▸ Instructions to follow
In the listing below, tally the lines that hold "main" and report that number by itself.

==*==

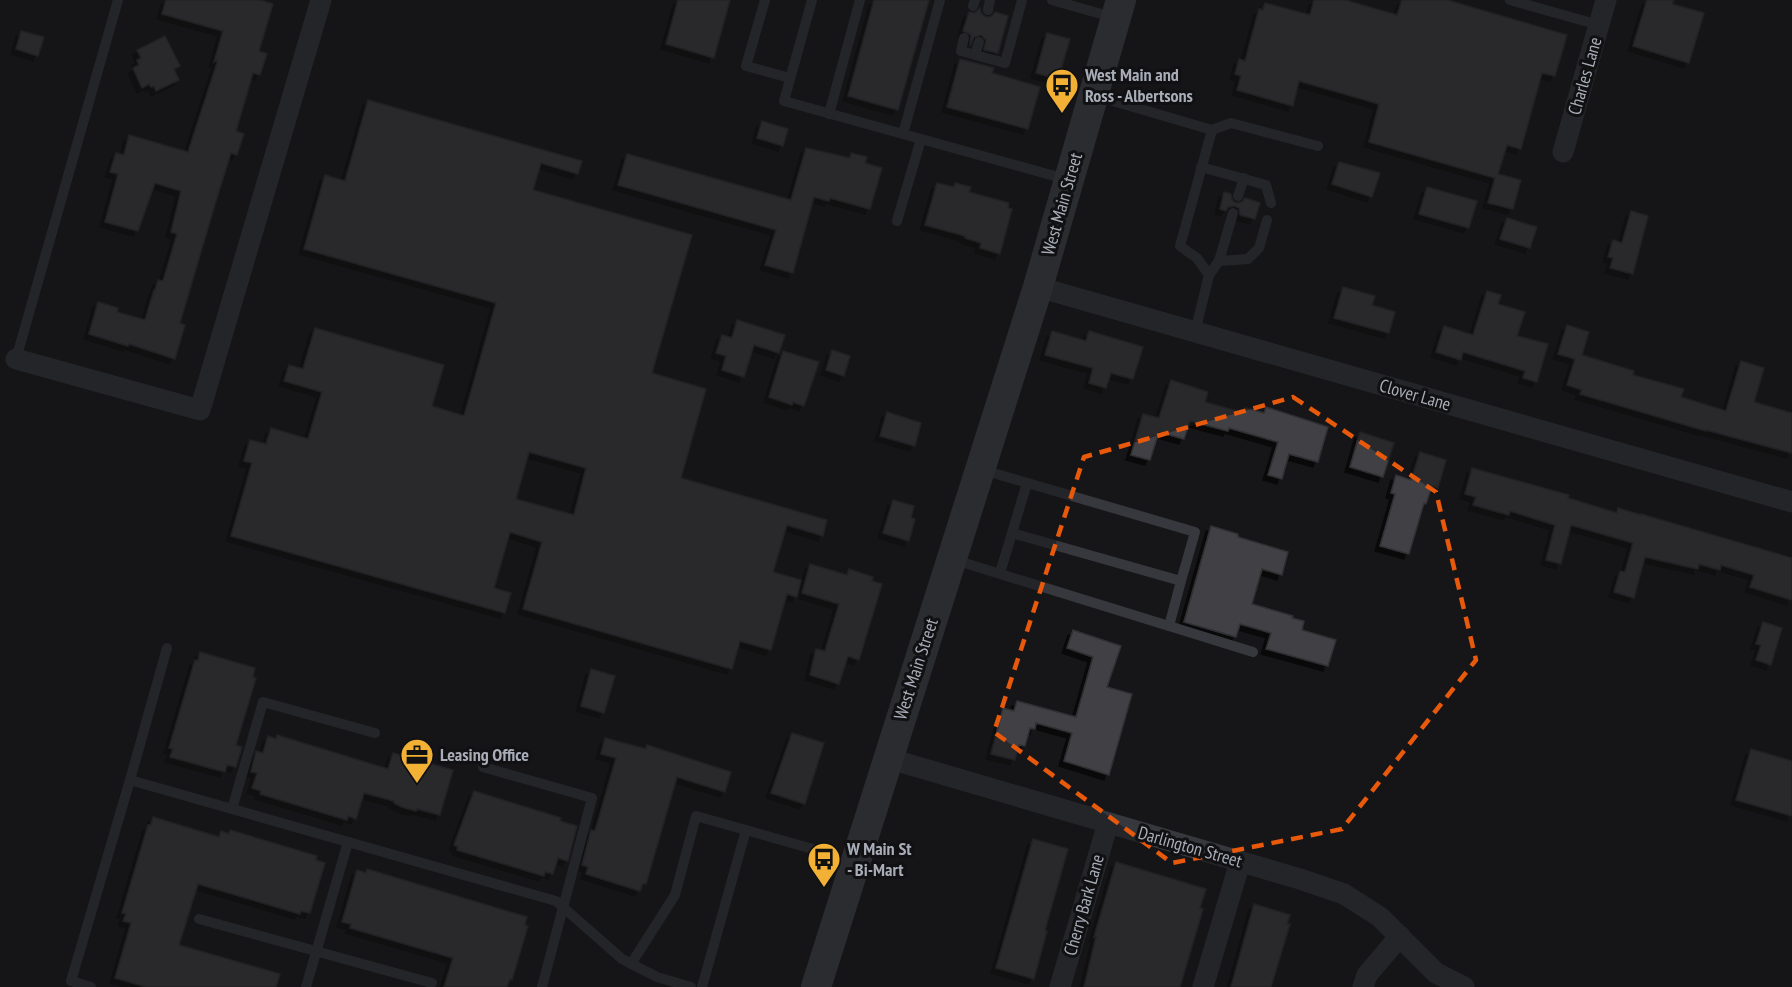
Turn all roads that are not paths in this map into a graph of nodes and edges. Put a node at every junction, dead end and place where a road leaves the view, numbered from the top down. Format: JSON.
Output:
{"nodes":[{"id":1,"x":118,"y":0,"type":"edge"},
{"id":2,"x":321,"y":0,"type":"edge"},
{"id":3,"x":765,"y":0,"type":"edge"},
{"id":4,"x":812,"y":0,"type":"edge"},
{"id":5,"x":860,"y":0,"type":"edge"},
{"id":6,"x":940,"y":0,"type":"edge"},
{"id":7,"x":1022,"y":0,"type":"edge"},
{"id":8,"x":1052,"y":0,"type":"edge"},
{"id":9,"x":1510,"y":0,"type":"edge"},
{"id":10,"x":1606,"y":0,"type":"edge"},
{"id":11,"x":1118,"y":9,"type":"edge"},
{"id":12,"x":1599,"y":25,"type":"junction"},
{"id":13,"x":964,"y":38,"type":"dead end"},
{"id":14,"x":979,"y":42,"type":"dead end"},
{"id":15,"x":975,"y":55,"type":"junction"},
{"id":16,"x":790,"y":78,"type":"junction"},
{"id":17,"x":1090,"y":108,"type":"junction"},
{"id":18,"x":829,"y":114,"type":"junction"},
{"id":19,"x":1212,"y":130,"type":"junction"},
{"id":20,"x":903,"y":134,"type":"junction"},
{"id":21,"x":921,"y":139,"type":"junction"},
{"id":22,"x":1318,"y":146,"type":"dead end"},
{"id":23,"x":1563,"y":152,"type":"dead end"},
{"id":24,"x":1202,"y":166,"type":"junction"},
{"id":25,"x":1244,"y":178,"type":"junction"},
{"id":26,"x":1069,"y":180,"type":"junction"},
{"id":27,"x":1238,"y":196,"type":"dead end"},
{"id":28,"x":1271,"y":203,"type":"dead end"},
{"id":29,"x":1233,"y":213,"type":"dead end"},
{"id":30,"x":1267,"y":220,"type":"dead end"},
{"id":31,"x":897,"y":221,"type":"dead end"},
{"id":32,"x":1218,"y":261,"type":"junction"},
{"id":33,"x":1209,"y":276,"type":"junction"},
{"id":34,"x":1038,"y":287,"type":"junction"},
{"id":35,"x":1195,"y":332,"type":"junction"},
{"id":36,"x":16,"y":359,"type":"joint"},
{"id":37,"x":980,"y":469,"type":"junction"},
{"id":38,"x":1027,"y":483,"type":"junction"},
{"id":39,"x":1792,"y":502,"type":"edge"},
{"id":40,"x":1012,"y":533,"type":"junction"},
{"id":41,"x":951,"y":558,"type":"junction"},
{"id":42,"x":1000,"y":573,"type":"junction"},
{"id":43,"x":1181,"y":581,"type":"junction"},
{"id":44,"x":1169,"y":626,"type":"junction"},
{"id":45,"x":167,"y":648,"type":"dead end"},
{"id":46,"x":1253,"y":652,"type":"dead end"},
{"id":47,"x":375,"y":733,"type":"dead end"},
{"id":48,"x":887,"y":758,"type":"junction"},
{"id":49,"x":483,"y":767,"type":"dead end"},
{"id":50,"x":130,"y":780,"type":"junction"},
{"id":51,"x":232,"y":809,"type":"junction"},
{"id":52,"x":1108,"y":823,"type":"junction"},
{"id":53,"x":746,"y":830,"type":"junction"},
{"id":54,"x":348,"y":842,"type":"junction"},
{"id":55,"x":813,"y":849,"type":"dead end"},
{"id":56,"x":1240,"y":861,"type":"junction"},
{"id":57,"x":563,"y":906,"type":"junction"},
{"id":58,"x":199,"y":919,"type":"dead end"},
{"id":59,"x":1400,"y":936,"type":"junction"},
{"id":60,"x":316,"y":951,"type":"junction"},
{"id":61,"x":632,"y":964,"type":"junction"},
{"id":62,"x":432,"y":983,"type":"dead end"},
{"id":63,"x":91,"y":987,"type":"edge"},
{"id":64,"x":306,"y":987,"type":"edge"},
{"id":65,"x":542,"y":987,"type":"edge"},
{"id":66,"x":691,"y":987,"type":"edge"},
{"id":67,"x":702,"y":987,"type":"edge"},
{"id":68,"x":816,"y":987,"type":"edge"},
{"id":69,"x":1060,"y":987,"type":"edge"},
{"id":70,"x":1203,"y":987,"type":"edge"},
{"id":71,"x":1363,"y":987,"type":"edge"},
{"id":72,"x":1464,"y":987,"type":"edge"}],
"edges":[{"from":1,"to":36,"type":"lane"},
{"from":2,"to":36,"type":"street"},
{"from":3,"to":16,"type":"lane"},
{"from":4,"to":16,"type":"lane"},
{"from":5,"to":18,"type":"lane"},
{"from":6,"to":20,"type":"lane"},
{"from":7,"to":15,"type":"lane"},
{"from":8,"to":11,"type":"lane"},
{"from":9,"to":12,"type":"lane"},
{"from":10,"to":12,"type":"street","name":"Charles Lane"},
{"from":11,"to":17,"type":"main road","name":"West Main Street"},
{"from":12,"to":23,"type":"street","name":"Charles Lane"},
{"from":13,"to":15,"type":"lane"},
{"from":14,"to":15,"type":"lane"},
{"from":16,"to":18,"type":"lane"},
{"from":17,"to":19,"type":"lane"},
{"from":17,"to":26,"type":"main road","name":"West Main Street"},
{"from":18,"to":20,"type":"lane"},
{"from":19,"to":22,"type":"lane"},
{"from":19,"to":24,"type":"lane"},
{"from":20,"to":21,"type":"lane"},
{"from":21,"to":26,"type":"lane"},
{"from":21,"to":31,"type":"lane"},
{"from":24,"to":25,"type":"lane"},
{"from":24,"to":33,"type":"lane"},
{"from":25,"to":27,"type":"lane"},
{"from":25,"to":28,"type":"lane"},
{"from":26,"to":34,"type":"main road","name":"West Main Street"},
{"from":29,"to":32,"type":"lane"},
{"from":30,"to":32,"type":"lane"},
{"from":32,"to":33,"type":"lane"},
{"from":33,"to":35,"type":"lane"},
{"from":34,"to":35,"type":"street","name":"Clover Lane"},
{"from":34,"to":37,"type":"main road","name":"West Main Street"},
{"from":35,"to":39,"type":"street","name":"Clover Lane"},
{"from":37,"to":38,"type":"lane"},
{"from":37,"to":41,"type":"main road","name":"West Main Street"},
{"from":38,"to":40,"type":"lane"},
{"from":38,"to":43,"type":"lane"},
{"from":40,"to":42,"type":"lane"},
{"from":40,"to":43,"type":"lane"},
{"from":41,"to":42,"type":"lane"},
{"from":41,"to":48,"type":"main road","name":"West Main Street"},
{"from":42,"to":44,"type":"lane"},
{"from":43,"to":44,"type":"lane"},
{"from":44,"to":46,"type":"lane"},
{"from":45,"to":50,"type":"lane"},
{"from":47,"to":51,"type":"lane"},
{"from":48,"to":52,"type":"street","name":"Darlington Street"},
{"from":48,"to":68,"type":"main road","name":"West Main Street"},
{"from":49,"to":57,"type":"lane"},
{"from":50,"to":51,"type":"lane"},
{"from":50,"to":63,"type":"lane"},
{"from":51,"to":54,"type":"lane"},
{"from":52,"to":56,"type":"street","name":"Darlington Street"},
{"from":52,"to":69,"type":"street","name":"Cherry Bark Lane"},
{"from":53,"to":55,"type":"lane"},
{"from":53,"to":61,"type":"lane"},
{"from":53,"to":67,"type":"lane"},
{"from":54,"to":57,"type":"lane"},
{"from":54,"to":60,"type":"lane"},
{"from":56,"to":59,"type":"street","name":"Darlington Street"},
{"from":56,"to":70,"type":"street"},
{"from":57,"to":61,"type":"lane"},
{"from":57,"to":65,"type":"lane"},
{"from":58,"to":60,"type":"lane"},
{"from":59,"to":71,"type":"street"},
{"from":59,"to":72,"type":"street","name":"Darlington Street"},
{"from":60,"to":62,"type":"lane"},
{"from":60,"to":64,"type":"lane"},
{"from":61,"to":66,"type":"lane"}]}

==*==

▸ Task solution
7